Congrats on the good quarter. I was just wondering for Mark, if you could maybe share any additional feedback you've had from the physician community since Investor Day, specifically since the Society of Urologic Oncology is coming up here, any additional feedback you've gotten on ENVISION and ATLAS?

Paul, thanks for the question. I may also ask Jeff to provide some insights on this. I believe there is excitement about the potential approval of UGN-102. Everyone, particularly those involved in urologic oncology, recognizes the need and the gaps within that population. What I'm hearing from my colleagues is a positive anticipation. Jeff, do you have anything else to add?

You want to talk about what some of the feedback you got at LUGPA?

Sure. So we just got back, Paul, from LUGPA's Annual Meeting, the larger groups. We had an advisory board there, where Dr. Prasad presented some of the data that we saw out of day. And I think the initial reaction was overwhelmingly positive.
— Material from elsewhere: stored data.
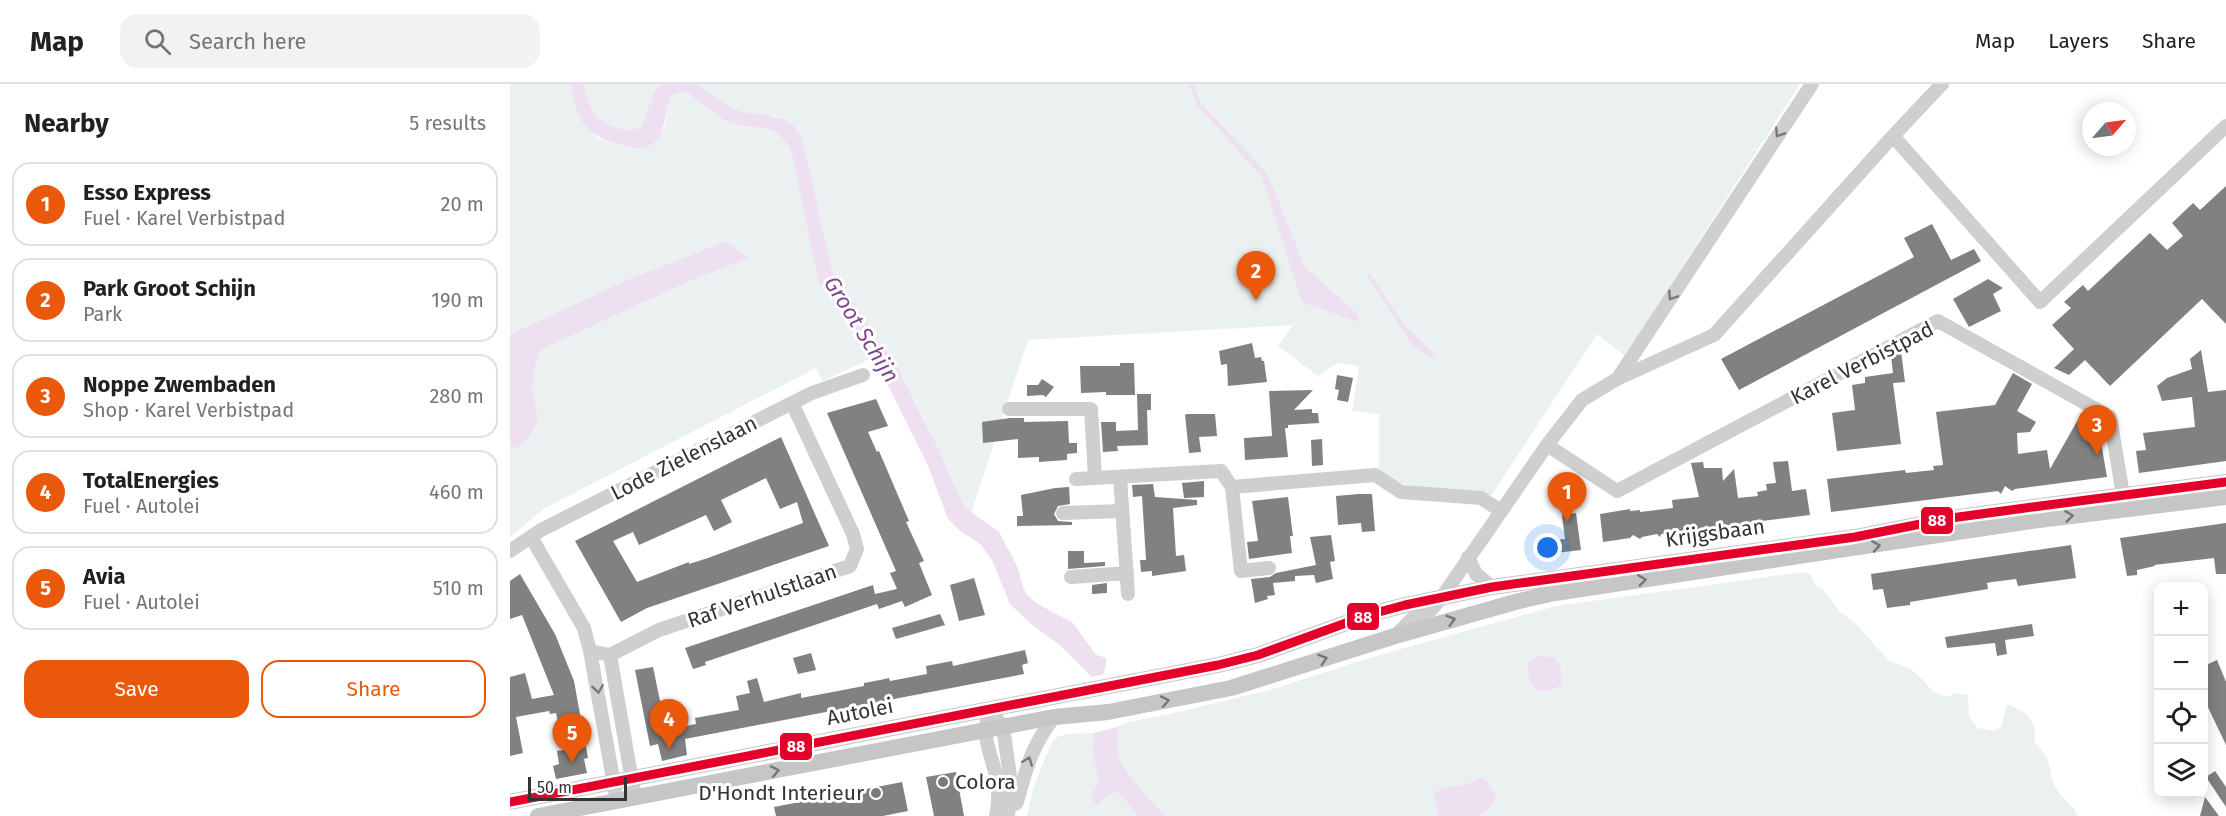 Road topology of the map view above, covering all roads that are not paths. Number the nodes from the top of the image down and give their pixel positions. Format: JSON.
{"nodes":[{"id":1,"x":1812,"y":84,"type":"edge"},
{"id":2,"x":1941,"y":84,"type":"edge"},
{"id":3,"x":2226,"y":126,"type":"edge"},
{"id":4,"x":1893,"y":136,"type":"junction"},
{"id":5,"x":863,"y":375,"type":"dead end"},
{"id":6,"x":1617,"y":379,"type":"junction"},
{"id":7,"x":792,"y":403,"type":"junction"},
{"id":8,"x":1010,"y":409,"type":"dead end"},
{"id":9,"x":1546,"y":445,"type":"junction"},
{"id":10,"x":1120,"y":477,"type":"junction"},
{"id":11,"x":1095,"y":478,"type":"junction"},
{"id":12,"x":1076,"y":479,"type":"dead end"},
{"id":13,"x":2226,"y":482,"type":"edge"},
{"id":14,"x":1232,"y":487,"type":"junction"},
{"id":15,"x":2123,"y":495,"type":"junction"},
{"id":16,"x":2226,"y":497,"type":"edge"},
{"id":17,"x":1122,"y":511,"type":"junction"},
{"id":18,"x":1501,"y":511,"type":"junction"},
{"id":19,"x":1063,"y":513,"type":"dead end"},
{"id":20,"x":531,"y":537,"type":"junction"},
{"id":21,"x":510,"y":551,"type":"edge"},
{"id":22,"x":1468,"y":557,"type":"junction"},
{"id":23,"x":1269,"y":568,"type":"dead end"},
{"id":24,"x":1127,"y":573,"type":"junction"},
{"id":25,"x":1071,"y":577,"type":"dead end"},
{"id":26,"x":1492,"y":587,"type":"junction"},
{"id":27,"x":1128,"y":594,"type":"dead end"},
{"id":28,"x":1442,"y":597,"type":"junction"},
{"id":29,"x":1395,"y":636,"type":"junction"},
{"id":30,"x":590,"y":651,"type":"junction"},
{"id":31,"x":610,"y":655,"type":"junction"},
{"id":32,"x":1218,"y":665,"type":"joint"},
{"id":33,"x":1267,"y":677,"type":"joint"},
{"id":34,"x":990,"y":710,"type":"junction"},
{"id":35,"x":1054,"y":717,"type":"junction"},
{"id":36,"x":1003,"y":727,"type":"junction"},
{"id":37,"x":985,"y":730,"type":"junction"},
{"id":38,"x":631,"y":780,"type":"junction"},
{"id":39,"x":614,"y":783,"type":"junction"},
{"id":40,"x":635,"y":798,"type":"junction"},
{"id":41,"x":617,"y":801,"type":"junction"},
{"id":42,"x":510,"y":802,"type":"edge"},
{"id":43,"x":1009,"y":811,"type":"edge"},
{"id":44,"x":538,"y":816,"type":"edge"},
{"id":45,"x":996,"y":816,"type":"edge"}],
"edges":[{"from":1,"to":6,"type":"street","one_way":true},
{"from":2,"to":4,"type":"street"},
{"from":3,"to":4,"type":"street"},
{"from":4,"to":6,"type":"street"},
{"from":5,"to":7,"type":"street","name":"Lode Zielenslaan"},
{"from":6,"to":9,"type":"street"},
{"from":7,"to":20,"type":"street","name":"Lode Zielenslaan"},
{"from":7,"to":31,"type":"street","name":"Raf Verhulstlaan"},
{"from":8,"to":11,"type":"street"},
{"from":9,"to":15,"type":"street","name":"Karel Verbistpad"},
{"from":9,"to":18,"type":"street"},
{"from":10,"to":11,"type":"street"},
{"from":10,"to":14,"type":"street"},
{"from":10,"to":17,"type":"street"},
{"from":11,"to":12,"type":"street"},
{"from":13,"to":15,"type":"main road","name":"Krijgsbaan"},
{"from":14,"to":18,"type":"street"},
{"from":14,"to":23,"type":"street"},
{"from":15,"to":26,"type":"main road","name":"Krijgsbaan"},
{"from":29,"to":16,"type":"main road","name":"Krijgsbaan","one_way":true},
{"from":17,"to":19,"type":"street"},
{"from":17,"to":24,"type":"street"},
{"from":18,"to":22,"type":"street"},
{"from":20,"to":21,"type":"street","name":"Lode Zielenslaan"},
{"from":20,"to":30,"type":"street"},
{"from":22,"to":26,"type":"street"},
{"from":22,"to":28,"type":"street"},
{"from":24,"to":25,"type":"street"},
{"from":24,"to":27,"type":"street"},
{"from":26,"to":28,"type":"main road","name":"Krijgsbaan"},
{"from":28,"to":29,"type":"street"},
{"from":28,"to":32,"type":"main road","name":"Krijgsbaan"},
{"from":33,"to":29,"type":"main road","name":"Krijgsbaan","one_way":true},
{"from":30,"to":31,"type":"street"},
{"from":30,"to":39,"type":"street","one_way":true},
{"from":31,"to":38,"type":"street"},
{"from":32,"to":34,"type":"main road","name":"Autolei"},
{"from":35,"to":33,"type":"main road","name":"Autolei","one_way":true},
{"from":34,"to":36,"type":"street"},
{"from":34,"to":37,"type":"street"},
{"from":34,"to":38,"type":"main road","name":"Autolei"},
{"from":35,"to":36,"type":"main road","name":"Autolei"},
{"from":43,"to":35,"type":"street","one_way":true},
{"from":36,"to":37,"type":"main road","name":"Autolei"},
{"from":36,"to":43,"type":"street"},
{"from":40,"to":37,"type":"main road","name":"Autolei","one_way":true},
{"from":37,"to":45,"type":"street"},
{"from":38,"to":39,"type":"main road","name":"Autolei"},
{"from":38,"to":40,"type":"street"},
{"from":39,"to":41,"type":"street"},
{"from":39,"to":42,"type":"main road","name":"Autolei"},
{"from":40,"to":41,"type":"main road","name":"Autolei"},
{"from":41,"to":44,"type":"main road","name":"Autolei"}]} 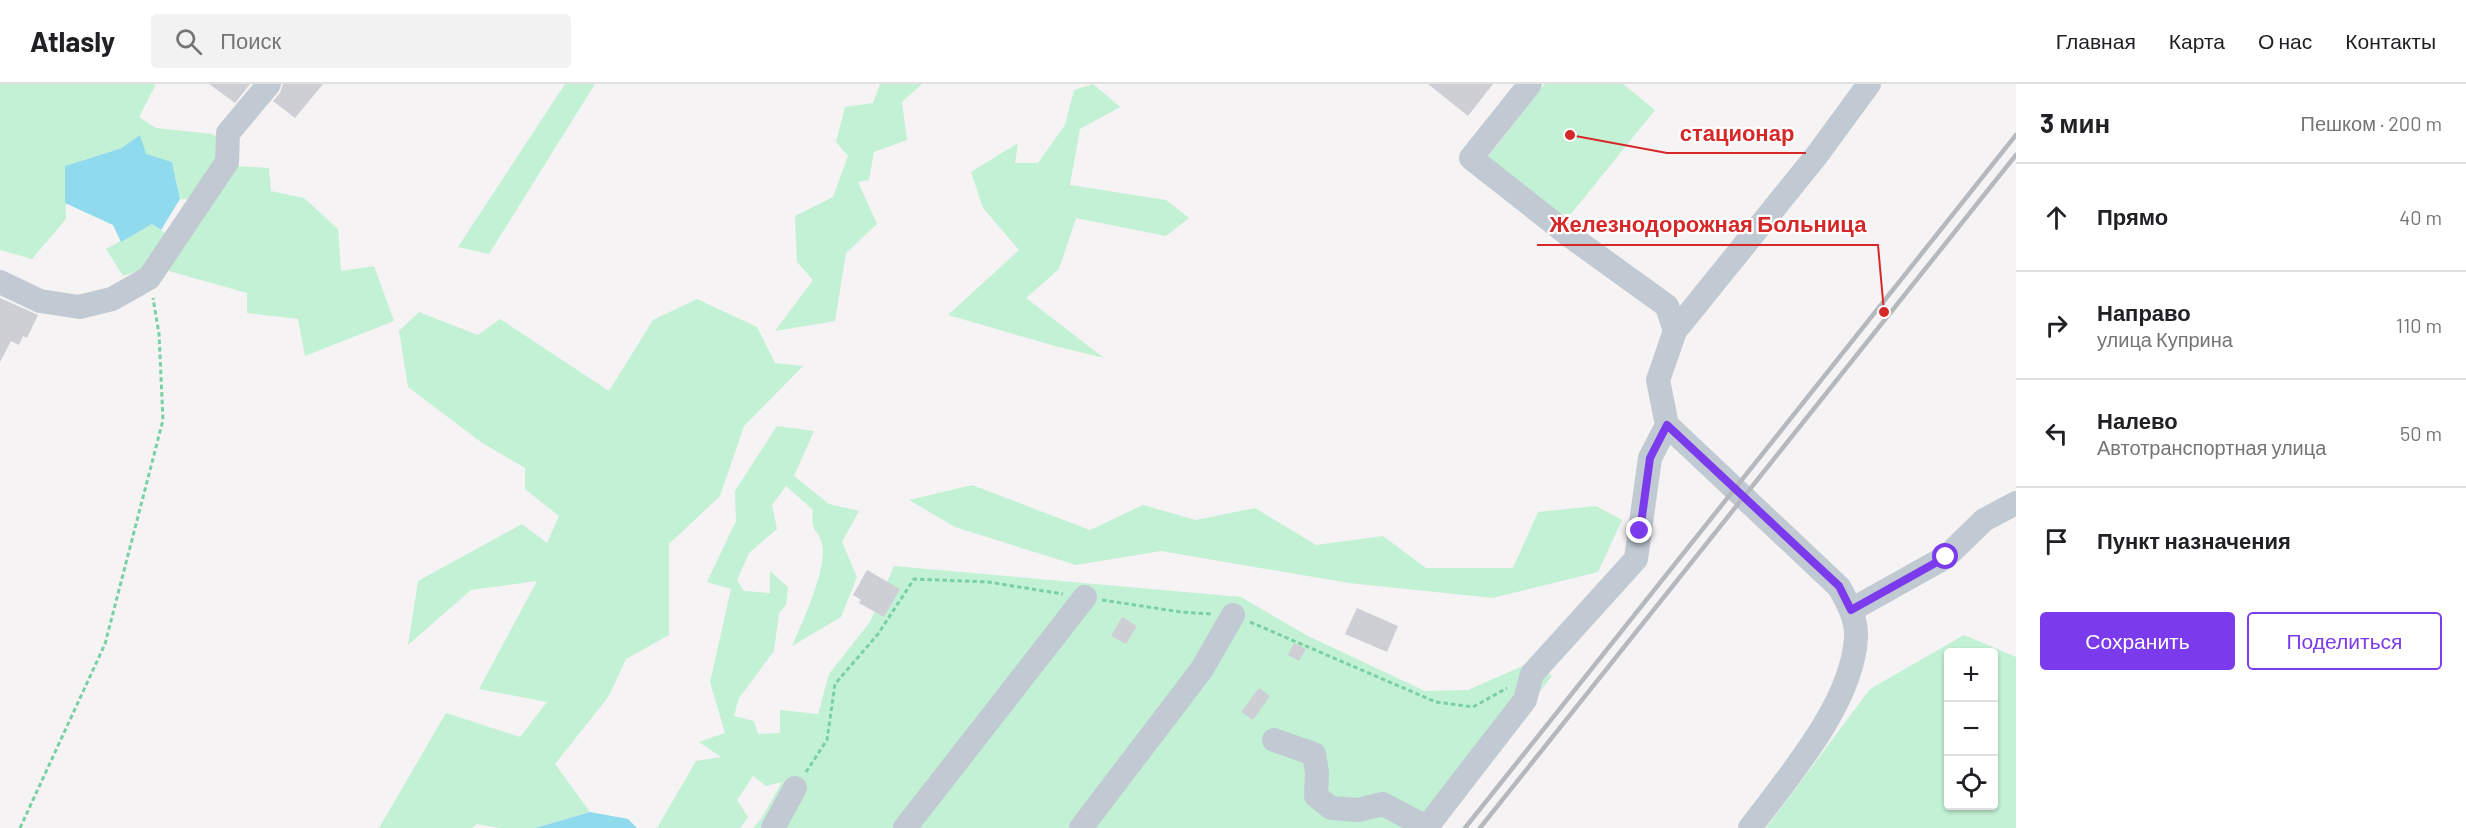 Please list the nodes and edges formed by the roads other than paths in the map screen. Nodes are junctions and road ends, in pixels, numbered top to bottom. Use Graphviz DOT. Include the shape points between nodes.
graph roads {
  1 [pos="269,84"];
  2 [pos="1530,84"];
  3 [pos="1869,84"];
  4 [pos="0,282"];
  5 [pos="1675,331"];
  6 [pos="1667,425"];
  7 [pos="2016,503"];
  8 [pos="1085,597"];
  9 [pos="1851,610"];
  10 [pos="1233,615"];
  11 [pos="1274,740"];
  12 [pos="795,788"];
  13 [pos="773,828"];
  14 [pos="905,828"];
  15 [pos="1081,828"];
  16 [pos="1426,828"];
  17 [pos="1750,828"];
  1 -- 4 [label="street" via="228,133 227,162 149,278 112,299 79,307 40,301"];
  2 -- 5 [label="street" via="1471,158 1667,306"];
  3 -- 5 [label="street"];
  5 -- 6 [label="street" via="1658,380"];
  6 -- 9 [label="street" via="1839,586"];
  6 -- 16 [label="street" via="1650,458 1636,559 1532,674 1525,700"];
  7 -- 9 [label="street" via="1984,520 1946,557"];
  8 -- 14 [label="street"];
  9 -- 17 [label="street" via="1856,638 1847,677 1819,735"];
  10 -- 15 [label="street" via="1202,669"];
  11 -- 16 [label="street" via="1314,754 1316,796 1331,808 1358,810 1383,804"];
  12 -- 13 [label="street"];
} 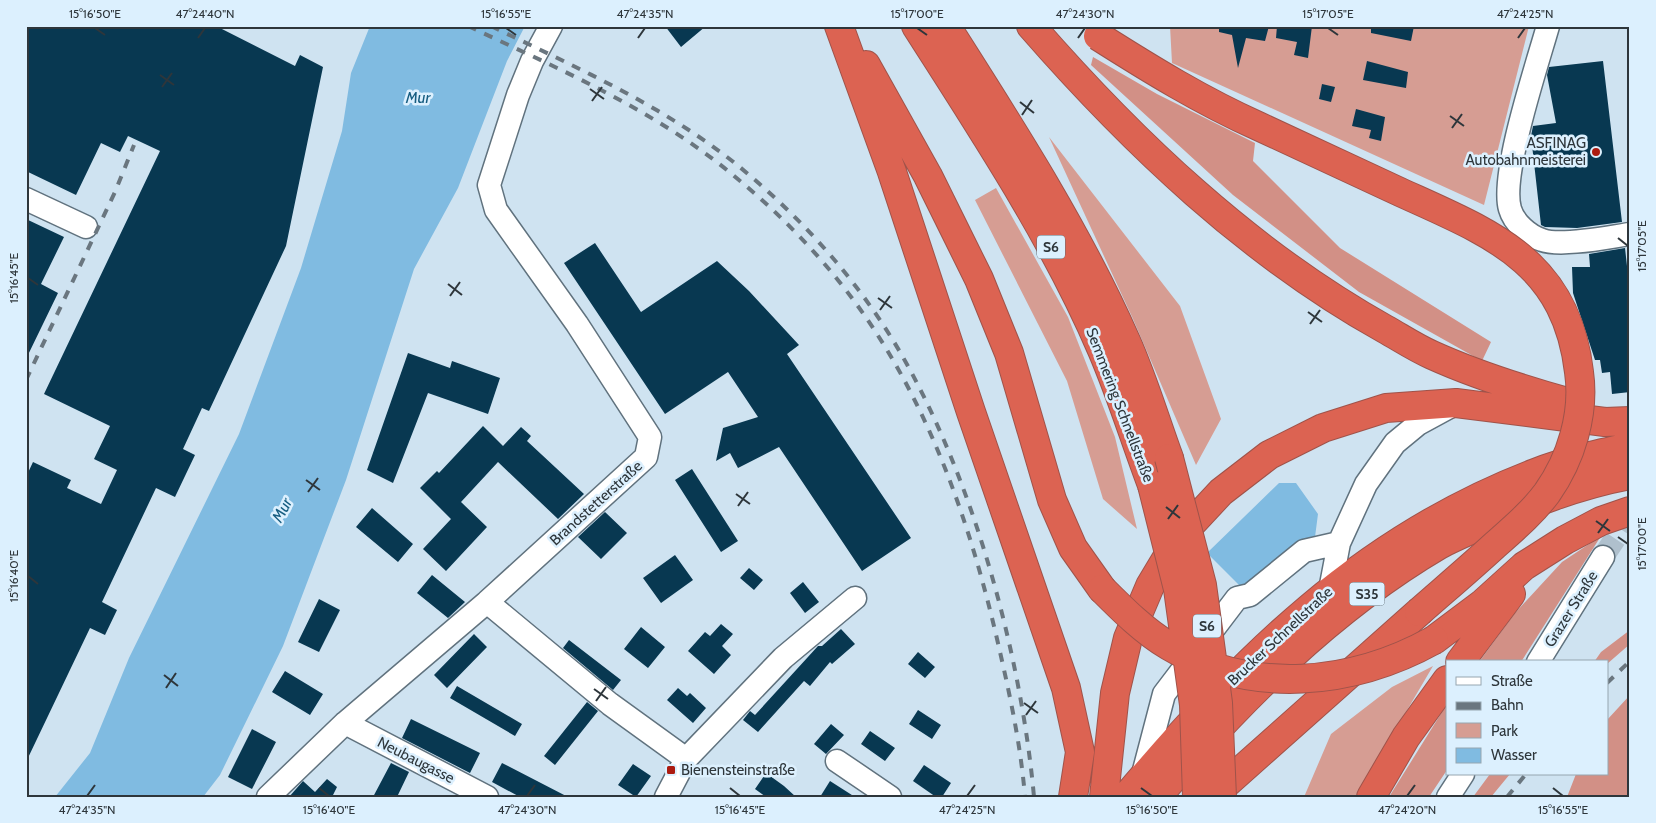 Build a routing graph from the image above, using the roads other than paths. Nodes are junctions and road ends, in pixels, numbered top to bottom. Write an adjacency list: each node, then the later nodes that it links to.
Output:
1 (551, 26): 23 (street, Brandstetterstraße)
2 (839, 26): 36 (highway)
3 (845, 26): 18 (highway, bridge)
4 (916, 26): 38 (highway, Semmering Schnellstraße / S6, bridge)
5 (946, 26): 40 (highway, Semmering Schnellstraße / S6, bridge)
6 (1031, 26): 13 (highway)
7 (1548, 26): 11 (street)
8 (1092, 31): 39 (highway, bridge)
9 (26, 199): 10 (street)
10 (86, 227)
11 (1630, 234)
12 (1456, 403): 14 (highway); 19 (street); 37 (highway)
13 (1630, 415)
14 (1630, 421)
15 (1630, 447): 21 (highway, Brucker Schnellstraße / S35)
16 (1630, 475): 31 (highway, Brucker Schnellstraße / S35)
17 (1630, 511): 18 (highway)
18 (1565, 540): 24 (highway)
19 (1339, 543): 21 (street); 31 (street)
20 (1603, 557): 25 (street, Grazer Straße)
21 (1330, 590): 31 (highway, Brucker Schnellstraße / S35)
22 (855, 598): 28 (street)
23 (487, 602): 27 (street, Brandstetterstraße); 28 (street)
24 (1461, 660)
25 (1539, 660)
26 (1446, 681): 41 (highway)
27 (344, 723): 32 (street, Brandstetterstraße); 33 (street, Neubaugasse)
28 (686, 759): 34 (street)
29 (837, 761): 35 (street)
30 (1462, 776): 42 (street)
31 (1141, 790)
32 (268, 797)
33 (487, 797)
34 (666, 797)
35 (890, 797)
36 (1073, 797)
37 (1104, 797)
38 (1197, 797)
39 (1211, 797)
40 (1222, 797)
41 (1371, 797)
42 (1448, 797)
It was designed to sort of get their feedback in and around the data. We workshopped a couple of different patient types, but they're eager to have a different option. If you on the conservative side of things, they certainly have a number of patients that they do not want to put under general anesthesia again and have a surgery. So there's that. And then many of them reiterated that essentially what looks like at least in ATLAS, it's the same for TURBT and it's a much longer duration of response, which is obviously a key attribute, if approved, for UGN-102. So that was 12, 13 advisers, very influential in the community that gave us really strong feedback. We'll continue to obviously engage as we need that feedback, but that was just an initial reaction.

And as a follow-up also for you, Jeff. Just regarding your comments on the buy-and-bill process. Can you maybe just give us some sense of what you think the runway will be before reimbursement? And J-Codes and so forth are established for -102 and just how you think the early mechanics might look like starting with the launch in 2025?

Sure. As with any Part B drug, there will be a miscellaneous code for some time. We had this with JELMYTO, and we expect the same with 102. Handling a miscellaneous code is a manual process, so we need to ensure that the office correctly fills everything out associated with that code. I can say that this will be clearer than JELMYTO since, with JELMYTO, you had to bill for both drug and waste, requiring a miscellaneous drug code and a miscellaneous waste code. In this case, there will be fewer line items, making it much more straightforward. We will implement measures to alleviate concerns regarding the miscellaneous code. If approved in the anticipated timeline, the positive aspect is that CMS is now reviewing miscellaneous codes more frequently than once a year. We hope to secure the J-Code sooner due to this review process. However, it’s important to remember that handling a miscellaneous code requires a bit more time from the physician's practice. Early adopters will emerge and hopefully be reimbursed accurately, which will allow them to share their experiences with peers. By that time, we expect to have a permanent J-Code established.

And our first question comes from Leland Gershell from Oppenheimer. That concludes today's conference call. Thank you for participating. You may now disconnect.